Please copy each line below that contains the word "roads".

* * * * * * *

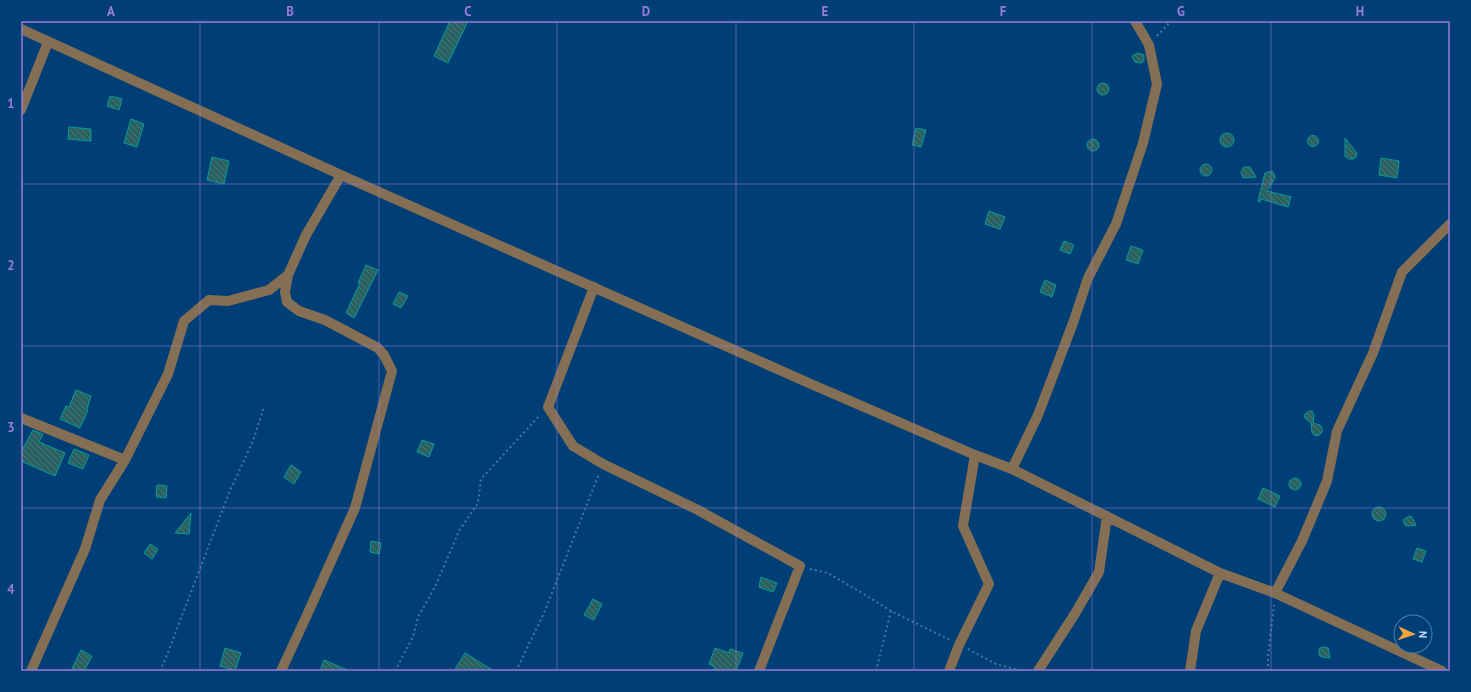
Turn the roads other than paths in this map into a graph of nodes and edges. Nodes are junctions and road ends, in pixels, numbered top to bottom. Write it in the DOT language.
graph roads {
  1 [pos="1135,21"];
  2 [pos="21,30"];
  3 [pos="48,42"];
  4 [pos="21,110"];
  5 [pos="340,175"];
  6 [pos="1450,224"];
  7 [pos="288,275"];
  8 [pos="594,287"];
  9 [pos="21,418"];
  10 [pos="975,455"];
  11 [pos="124,460"];
  12 [pos="1012,469"];
  13 [pos="1107,516"];
  14 [pos="1220,573"];
  15 [pos="1275,593"];
  16 [pos="31,671"];
  17 [pos="281,671"];
  18 [pos="759,671"];
  19 [pos="949,671"];
  20 [pos="1038,671"];
  21 [pos="1190,671"];
  22 [pos="1442,671"];
  1 -- 12 [label="street"];
  2 -- 3 [label="street"];
  3 -- 4 [label="street"];
  3 -- 5 [label="street"];
  5 -- 7 [label="street"];
  5 -- 8 [label="street"];
  6 -- 15 [label="street"];
  7 -- 11 [label="street"];
  7 -- 17 [label="street"];
  8 -- 10 [label="street"];
  8 -- 18 [label="street"];
  9 -- 11 [label="street"];
  10 -- 12 [label="street"];
  10 -- 19 [label="street"];
  11 -- 16 [label="street"];
  12 -- 13 [label="street"];
  13 -- 14 [label="street"];
  13 -- 20 [label="street"];
  14 -- 15 [label="street"];
  14 -- 21 [label="street"];
  15 -- 22 [label="street"];
}
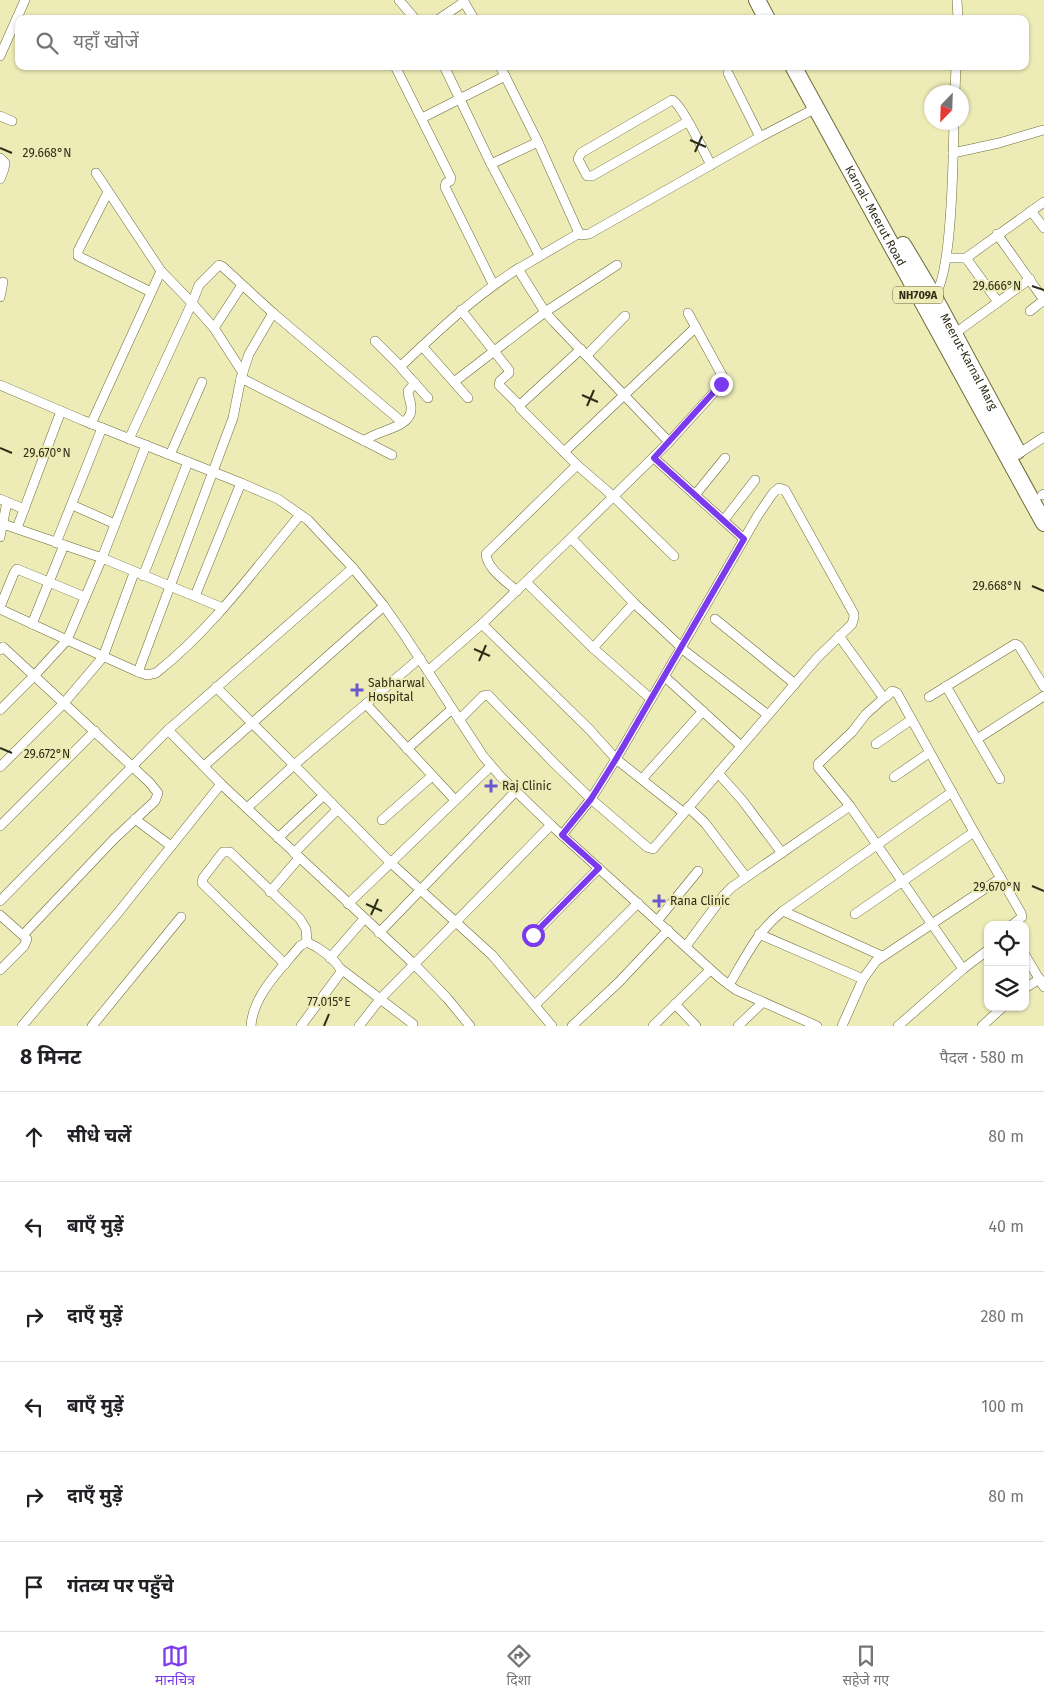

* * * * * * *

_Task result:_
Turn the roads other than paths in this map into a graph of nodes and edges. Nodes are junctions and road ends, in pixels, numbered top to bottom. Write it in the DOT language.
graph roads {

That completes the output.